> **Exercise details**:
This exercise asks for the records to be retyped exactly as they read.

[Collected data entries]
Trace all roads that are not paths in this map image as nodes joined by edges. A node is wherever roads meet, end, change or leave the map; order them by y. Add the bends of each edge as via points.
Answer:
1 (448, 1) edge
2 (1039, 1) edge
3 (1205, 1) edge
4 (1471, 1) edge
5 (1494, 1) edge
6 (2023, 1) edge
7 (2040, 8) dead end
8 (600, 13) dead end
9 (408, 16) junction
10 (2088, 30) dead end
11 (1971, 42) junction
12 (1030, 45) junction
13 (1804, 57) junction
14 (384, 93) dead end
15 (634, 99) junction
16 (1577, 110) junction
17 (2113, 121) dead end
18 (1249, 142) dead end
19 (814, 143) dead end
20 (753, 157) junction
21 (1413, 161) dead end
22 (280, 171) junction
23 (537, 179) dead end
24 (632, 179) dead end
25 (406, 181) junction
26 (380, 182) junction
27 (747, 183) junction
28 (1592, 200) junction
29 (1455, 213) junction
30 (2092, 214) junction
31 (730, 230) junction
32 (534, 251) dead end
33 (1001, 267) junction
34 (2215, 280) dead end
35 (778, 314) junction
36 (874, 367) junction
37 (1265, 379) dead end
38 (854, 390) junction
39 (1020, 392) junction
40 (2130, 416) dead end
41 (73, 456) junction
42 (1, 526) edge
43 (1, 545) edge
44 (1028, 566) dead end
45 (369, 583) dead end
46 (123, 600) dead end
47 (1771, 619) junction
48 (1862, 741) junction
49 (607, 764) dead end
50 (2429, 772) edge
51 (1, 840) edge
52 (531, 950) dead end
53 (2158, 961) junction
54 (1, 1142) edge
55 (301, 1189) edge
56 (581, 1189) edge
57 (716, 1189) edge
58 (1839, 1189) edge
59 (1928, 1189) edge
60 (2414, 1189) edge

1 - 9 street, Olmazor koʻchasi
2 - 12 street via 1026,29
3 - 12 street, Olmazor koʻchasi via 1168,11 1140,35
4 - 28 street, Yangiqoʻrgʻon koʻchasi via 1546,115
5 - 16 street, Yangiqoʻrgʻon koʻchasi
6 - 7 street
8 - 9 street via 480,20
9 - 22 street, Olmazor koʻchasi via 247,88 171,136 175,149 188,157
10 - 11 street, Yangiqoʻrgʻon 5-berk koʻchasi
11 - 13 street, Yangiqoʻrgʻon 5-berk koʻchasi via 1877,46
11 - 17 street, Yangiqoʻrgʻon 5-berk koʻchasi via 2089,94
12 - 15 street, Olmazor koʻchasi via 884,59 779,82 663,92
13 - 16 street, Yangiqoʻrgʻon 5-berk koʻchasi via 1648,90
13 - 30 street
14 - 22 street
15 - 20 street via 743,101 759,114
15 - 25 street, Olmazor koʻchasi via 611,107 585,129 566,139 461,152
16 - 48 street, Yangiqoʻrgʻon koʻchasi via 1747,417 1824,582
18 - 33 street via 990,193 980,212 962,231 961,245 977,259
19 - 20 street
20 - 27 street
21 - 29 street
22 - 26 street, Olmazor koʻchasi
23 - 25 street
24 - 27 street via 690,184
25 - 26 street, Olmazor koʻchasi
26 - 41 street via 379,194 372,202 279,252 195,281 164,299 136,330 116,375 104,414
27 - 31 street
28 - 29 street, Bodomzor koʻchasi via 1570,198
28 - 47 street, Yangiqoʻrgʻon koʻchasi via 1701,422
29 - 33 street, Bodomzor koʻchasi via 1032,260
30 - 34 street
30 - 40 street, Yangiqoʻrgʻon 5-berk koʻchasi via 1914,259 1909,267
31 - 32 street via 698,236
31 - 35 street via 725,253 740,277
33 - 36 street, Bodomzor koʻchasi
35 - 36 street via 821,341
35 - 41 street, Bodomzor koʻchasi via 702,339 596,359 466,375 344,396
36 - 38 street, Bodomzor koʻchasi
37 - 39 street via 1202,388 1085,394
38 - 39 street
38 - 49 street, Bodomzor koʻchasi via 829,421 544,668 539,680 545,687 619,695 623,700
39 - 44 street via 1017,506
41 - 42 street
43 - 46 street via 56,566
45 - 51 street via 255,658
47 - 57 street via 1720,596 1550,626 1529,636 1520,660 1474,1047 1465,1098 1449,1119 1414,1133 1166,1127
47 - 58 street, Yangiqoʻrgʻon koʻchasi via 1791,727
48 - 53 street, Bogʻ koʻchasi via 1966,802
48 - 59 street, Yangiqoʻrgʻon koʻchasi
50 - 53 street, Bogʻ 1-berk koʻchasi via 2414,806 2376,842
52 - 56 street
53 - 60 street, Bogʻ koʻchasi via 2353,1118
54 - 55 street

> **Solution to this exercise**:
Trace all roads that are not paths in this map image as nodes joined by edges. A node is wherever roads meet, end, change or leave the map; order them by y. Add the bends of each edge as via points.
Answer:
1 (448, 1) edge
2 (1039, 1) edge
3 (1205, 1) edge
4 (1471, 1) edge
5 (1494, 1) edge
6 (2023, 1) edge
7 (2040, 8) dead end
8 (600, 13) dead end
9 (408, 16) junction
10 (2088, 30) dead end
11 (1971, 42) junction
12 (1030, 45) junction
13 (1804, 57) junction
14 (384, 93) dead end
15 (634, 99) junction
16 (1577, 110) junction
17 (2113, 121) dead end
18 (1249, 142) dead end
19 (814, 143) dead end
20 (753, 157) junction
21 (1413, 161) dead end
22 (280, 171) junction
23 (537, 179) dead end
24 (632, 179) dead end
25 (406, 181) junction
26 (380, 182) junction
27 (747, 183) junction
28 (1592, 200) junction
29 (1455, 213) junction
30 (2092, 214) junction
31 (730, 230) junction
32 (534, 251) dead end
33 (1001, 267) junction
34 (2215, 280) dead end
35 (778, 314) junction
36 (874, 367) junction
37 (1265, 379) dead end
38 (854, 390) junction
39 (1020, 392) junction
40 (2130, 416) dead end
41 (73, 456) junction
42 (1, 526) edge
43 (1, 545) edge
44 (1028, 566) dead end
45 (369, 583) dead end
46 (123, 600) dead end
47 (1771, 619) junction
48 (1862, 741) junction
49 (607, 764) dead end
50 (2429, 772) edge
51 (1, 840) edge
52 (531, 950) dead end
53 (2158, 961) junction
54 (1, 1142) edge
55 (301, 1189) edge
56 (581, 1189) edge
57 (716, 1189) edge
58 (1839, 1189) edge
59 (1928, 1189) edge
60 (2414, 1189) edge

1 - 9 street, Olmazor koʻchasi
2 - 12 street via 1026,29
3 - 12 street, Olmazor koʻchasi via 1168,11 1140,35
4 - 28 street, Yangiqoʻrgʻon koʻchasi via 1546,115
5 - 16 street, Yangiqoʻrgʻon koʻchasi
6 - 7 street
8 - 9 street via 480,20
9 - 22 street, Olmazor koʻchasi via 247,88 171,136 175,149 188,157
10 - 11 street, Yangiqoʻrgʻon 5-berk koʻchasi
11 - 13 street, Yangiqoʻrgʻon 5-berk koʻchasi via 1877,46
11 - 17 street, Yangiqoʻrgʻon 5-berk koʻchasi via 2089,94
12 - 15 street, Olmazor koʻchasi via 884,59 779,82 663,92
13 - 16 street, Yangiqoʻrgʻon 5-berk koʻchasi via 1648,90
13 - 30 street
14 - 22 street
15 - 20 street via 743,101 759,114
15 - 25 street, Olmazor koʻchasi via 611,107 585,129 566,139 461,152
16 - 48 street, Yangiqoʻrgʻon koʻchasi via 1747,417 1824,582
18 - 33 street via 990,193 980,212 962,231 961,245 977,259
19 - 20 street
20 - 27 street
21 - 29 street
22 - 26 street, Olmazor koʻchasi
23 - 25 street
24 - 27 street via 690,184
25 - 26 street, Olmazor koʻchasi
26 - 41 street via 379,194 372,202 279,252 195,281 164,299 136,330 116,375 104,414
27 - 31 street
28 - 29 street, Bodomzor koʻchasi via 1570,198
28 - 47 street, Yangiqoʻrgʻon koʻchasi via 1701,422
29 - 33 street, Bodomzor koʻchasi via 1032,260
30 - 34 street
30 - 40 street, Yangiqoʻrgʻon 5-berk koʻchasi via 1914,259 1909,267
31 - 32 street via 698,236
31 - 35 street via 725,253 740,277
33 - 36 street, Bodomzor koʻchasi
35 - 36 street via 821,341
35 - 41 street, Bodomzor koʻchasi via 702,339 596,359 466,375 344,396
36 - 38 street, Bodomzor koʻchasi
37 - 39 street via 1202,388 1085,394
38 - 39 street
38 - 49 street, Bodomzor koʻchasi via 829,421 544,668 539,680 545,687 619,695 623,700
39 - 44 street via 1017,506
41 - 42 street
43 - 46 street via 56,566
45 - 51 street via 255,658
47 - 57 street via 1720,596 1550,626 1529,636 1520,660 1474,1047 1465,1098 1449,1119 1414,1133 1166,1127
47 - 58 street, Yangiqoʻrgʻon koʻchasi via 1791,727
48 - 53 street, Bogʻ koʻchasi via 1966,802
48 - 59 street, Yangiqoʻrgʻon koʻchasi
50 - 53 street, Bogʻ 1-berk koʻchasi via 2414,806 2376,842
52 - 56 street
53 - 60 street, Bogʻ koʻchasi via 2353,1118
54 - 55 street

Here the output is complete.